Mitten in einer spannenden Umbruchphase im europäischen Tabakmarkt, in der Produkte wie E-Zigaretten oder Nikotinbeutel kontrovers diskutiert werden, erneuert British American Tobacco (BAT) die Chefetage für Deutschland und die gesamte Central-Europe-Region. Jorge Araya Remagni, ein BAT-Veteran mit beeindruckender internationaler Karriere, übernimmt gleich zwei verantwortungsvolle Rollen: Er lenkt jetzt sowohl die Area Central Europe – zu der zehn Märkte von Deutschland bis in die Schweiz gehören – als auch direkt das Deutschland-Geschäft. Das klingt nach viel, aber sein globaler Blick könnte entscheidend sein, denn regulatorische Wellen schlagen längst grenzüberschreitend. Gerade diese Region, in der neue Tabakprodukte besonders präsent sind, wird zu einem Brennpunkt für BATs große Vision: weniger klassische Kippen, mehr Alternativen, die angeblich weniger schädlich sind.

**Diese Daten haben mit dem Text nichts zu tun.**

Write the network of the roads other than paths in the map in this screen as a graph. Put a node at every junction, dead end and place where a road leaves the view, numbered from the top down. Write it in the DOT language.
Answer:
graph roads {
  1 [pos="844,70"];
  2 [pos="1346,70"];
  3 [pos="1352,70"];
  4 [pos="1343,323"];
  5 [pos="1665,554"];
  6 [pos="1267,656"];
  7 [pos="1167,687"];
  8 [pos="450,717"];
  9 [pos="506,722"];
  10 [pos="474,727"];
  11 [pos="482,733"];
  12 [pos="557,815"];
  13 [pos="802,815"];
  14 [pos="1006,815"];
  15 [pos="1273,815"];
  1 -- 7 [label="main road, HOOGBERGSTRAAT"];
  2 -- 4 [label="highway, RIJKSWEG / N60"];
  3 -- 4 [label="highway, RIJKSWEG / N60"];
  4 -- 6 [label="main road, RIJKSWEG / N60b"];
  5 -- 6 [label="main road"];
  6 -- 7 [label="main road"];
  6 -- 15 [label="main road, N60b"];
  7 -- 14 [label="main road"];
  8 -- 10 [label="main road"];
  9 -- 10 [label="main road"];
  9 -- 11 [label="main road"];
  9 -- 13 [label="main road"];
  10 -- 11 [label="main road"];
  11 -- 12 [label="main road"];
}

Blagoje Jovanovic, der neue Commercial Director Germany, kommt ebenfalls mit viel Erfahrung im Gepäck. Angefangen hat er in Hamburg als Azubi – heute übernimmt er die Verantwortung für eines der kommerziell bedeutendsten Länder auf dem Kontinent. Sein Fokus: mehr Offenheit gegenüber Innovation, klare Regeln für risikoreduzierte Produkte (Stichwort: Nikotinbeutel) – und natürlich eine starke Performance im schwierigen Marktumfeld.
Die Rochade bei BAT folgt einem globalen Muster: Führungskräfte werden an strategisch wichtige Plätze versetzt, Know-how zirkuliert. Während ihre Vorgänger, Usman Zahur und Eduardo Borja Veiga, neue Aufgaben in Asien und Westeuropa übernehmen, bleibt eines klar: BAT schaut weit über Deutschlands Grenzen hinaus, wenn es um die Zukunft des Rauchens – oder des Alternativkonsums – geht.

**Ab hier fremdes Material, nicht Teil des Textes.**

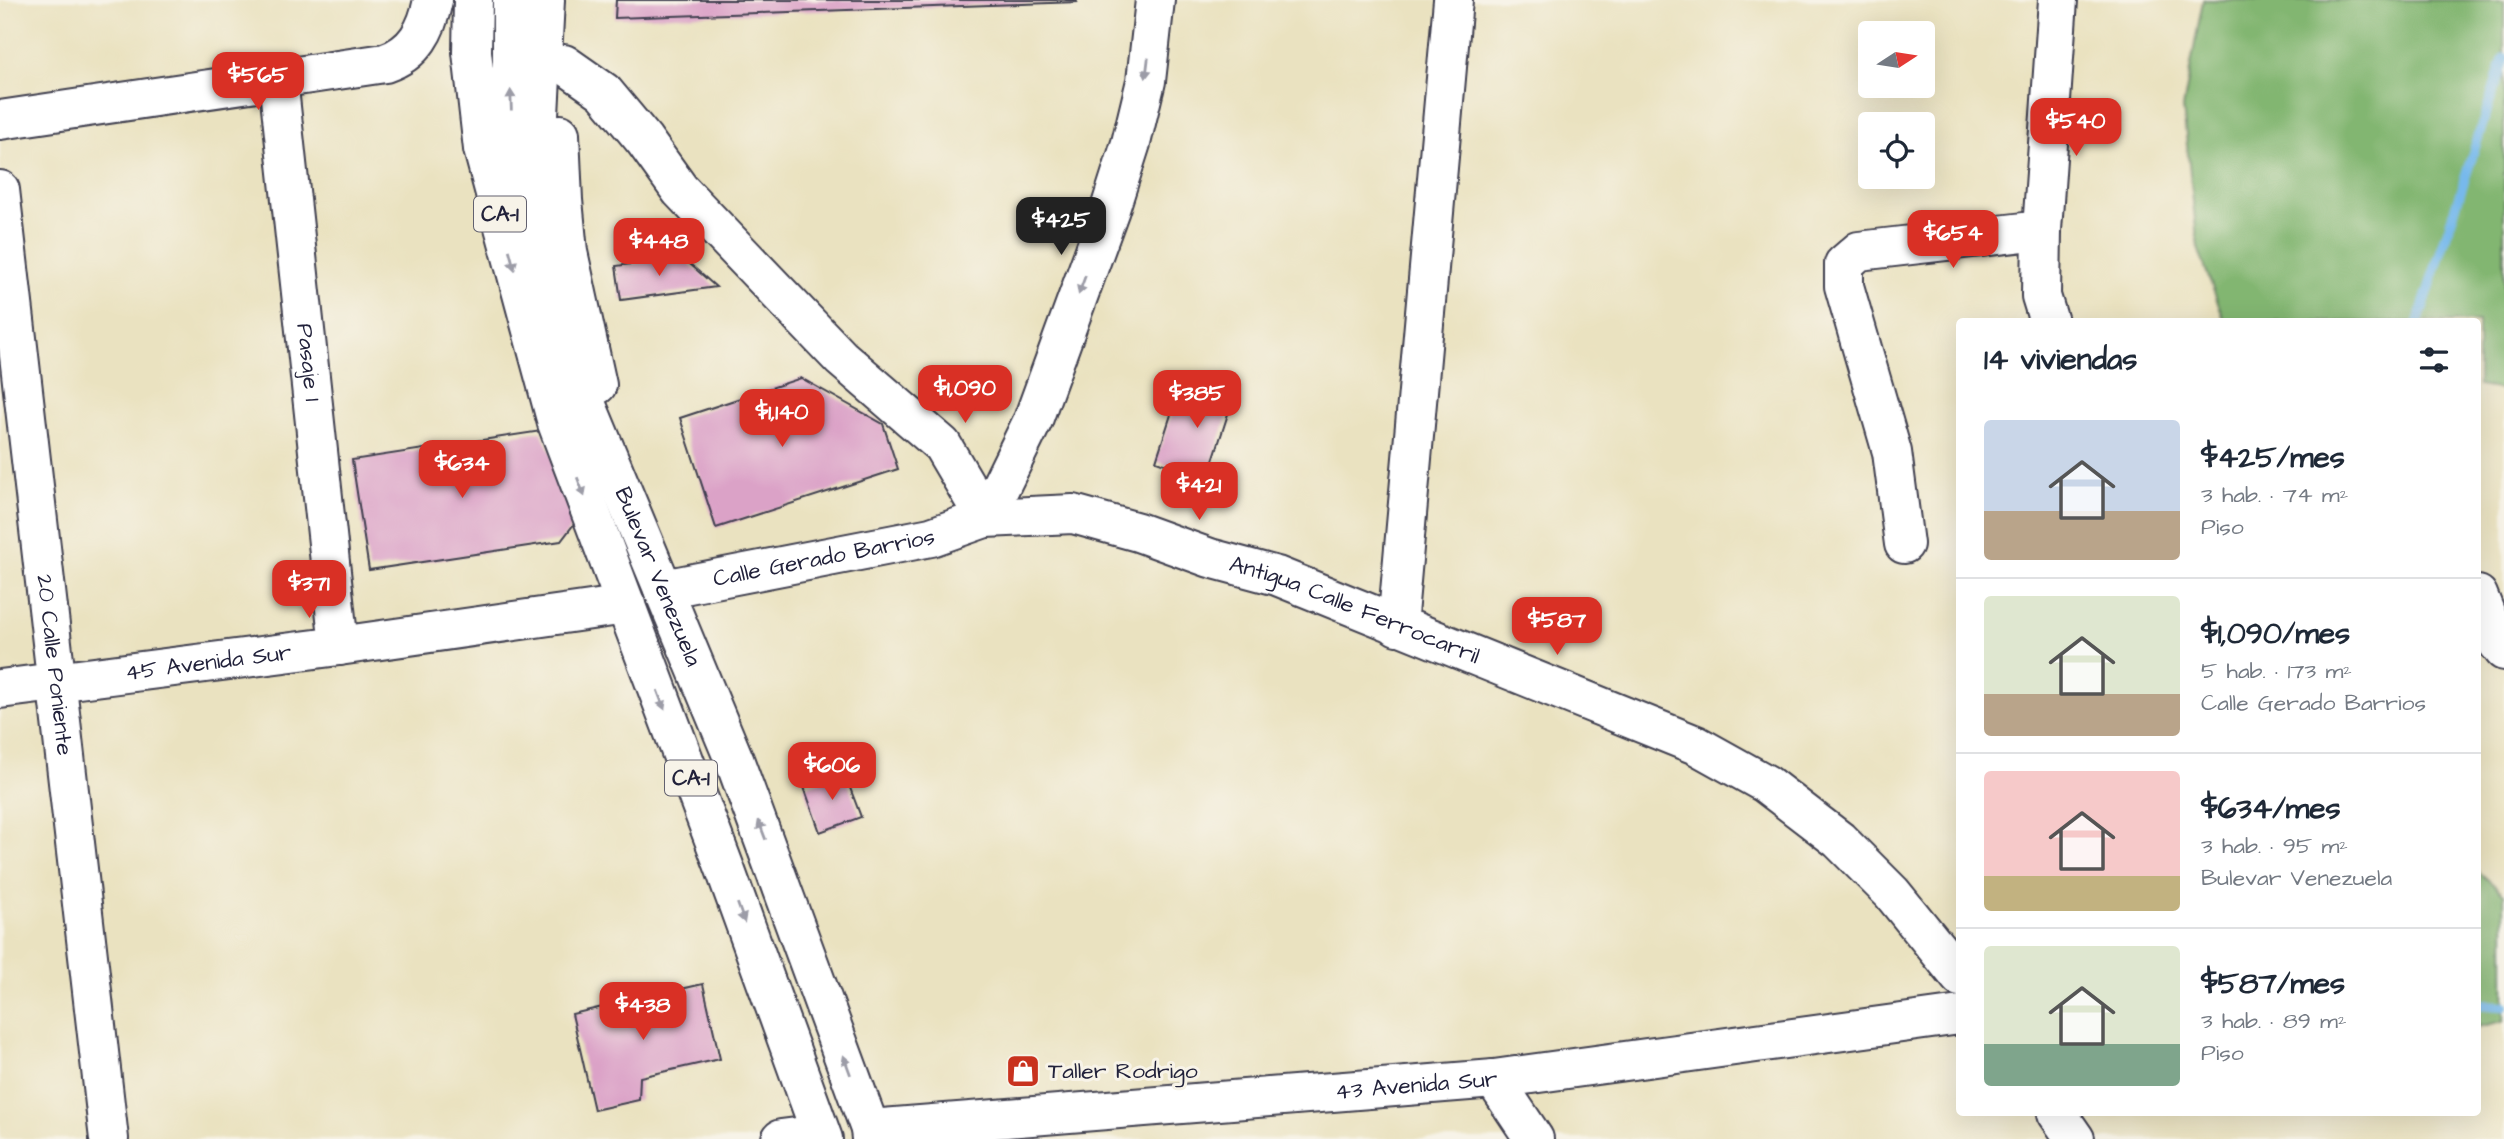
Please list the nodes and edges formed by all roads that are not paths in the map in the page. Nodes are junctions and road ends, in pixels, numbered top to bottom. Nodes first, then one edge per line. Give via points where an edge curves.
1 (433, 0) edge
2 (473, 0) edge
3 (512, 0) edge
4 (545, 0) edge
5 (566, 0) edge
6 (1155, 0) edge
7 (1453, 0) edge
8 (2058, 0) edge
9 (564, 65) junction
10 (278, 79) junction
11 (0, 120) edge
12 (0, 190) edge
13 (2042, 230) junction
14 (2048, 318) edge
15 (622, 493) junction
16 (985, 518) junction
17 (1904, 544) dead end
18 (663, 589) junction
19 (2481, 602) edge
20 (626, 605) junction
21 (1397, 626) junction
22 (339, 646) junction
23 (2504, 651) edge
24 (57, 682) junction
25 (0, 689) edge
26 (1956, 972) edge
27 (1956, 1016) edge
28 (1494, 1079) junction
29 (2059, 1116) edge
30 (870, 1134) edge
31 (821, 1137) edge
32 (109, 1139) edge
33 (781, 1139) edge
34 (1534, 1139) edge
35 (2075, 1139) edge

1 - 10 main road via 427,27 405,53 385,63
2 -> 20 main road, Bulevar Venezuela / CA-1 via 472,52 483,149 557,423
15 -> 3 main road, Bulevar Venezuela / CA-1 via 551,319 512,125
4 - 15 main road via 538,134 542,207
5 - 9 main road
6 -> 16 main road via 1146,81 1110,209 1033,420
7 - 21 main road
8 - 13 main road
9 - 15 main road via 559,121 568,252
9 - 16 main road via 604,92 680,190 841,358 942,445
10 - 11 main road
10 - 22 main road, Pasaje 1
12 - 24 main road, 20 Calle Poniente
13 - 14 main road via 2041,296
13 - 17 main road via 1859,251 1844,264 1844,286 1892,452
15 - 18 main road, Bulevar Venezuela / CA-1
16 - 18 main road, Calle Gerado Barrios via 931,537
16 - 21 main road, Antigua Calle Ferrocarril via 1073,514 1277,576
30 -> 18 main road, Bulevar Venezuela / CA-1 via 760,826
19 - 23 main road
20 - 22 main road, 45 Avenida Sur
20 -> 31 main road, Bulevar Venezuela / CA-1
21 - 26 main road, Antigua Calle Ferrocarril via 1696,744 1766,784 1839,840 1892,893
22 - 24 main road, 45 Avenida Sur
24 - 25 main road, 45 Avenida Sur
24 - 32 main road, 20 Calle Poniente
27 - 28 main road, 43 Avenida Sur
28 - 30 main road, 43 Avenida Sur
28 - 34 main road
29 - 35 main road
31 - 33 main road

BAT hat im Mai 2026 mit Jorge Araya Remagni und Blagoje Jovanovic zwei Schlüsselpositionen im Management der Region Central Europe und Deutschland neu besetzt, um auf die immer komplexer werdenden regulatorischen Herausforderungen zu reagieren. Remagni bringt durch seine langjährige, internationale Führungserfahrung einen interkulturellen Ansatz in den Transformationsprozess ein, insbesondere im Hinblick auf die wachsende Bedeutung risikoreduzierter Produkte und grenzüberschreitende Regulierungen. Laut aktuellen Medienberichten steht die Tabakbranche in Deutschland und Europa derzeit unter wachsendem Druck sowohl durch politische Vorgaben als auch durch eine sich zunehmend verändernde Verbraucherlandschaft – insbesondere durch die Debatte um Alternativprodukte wie Nikotinbeutel, E-Zigaretten und Tabakerhitzer, deren Zulassung und Regulierung immer wieder angepasst wird (diverse Quellen). Insbesondere in Deutschland ist die Diskussion um Nikotinbeutel aktuell, da diese weiterhin einem faktischen Verkaufsverbot unterliegen. Zudem plant BAT nach aktuellen Medienangaben, sein Engagement im Bereich nachhaltiger Alternativen zu verstärken und dabei enger mit wissenschaftlichen und politischen Akteuren zusammenzuarbeiten, um neue Geschäftsmodelle unter transparenten Rahmenbedingungen zu etablieren (Quellenüberblick taz, Spiegel, Zeit, FAZ, The Local, BILD, dw.com).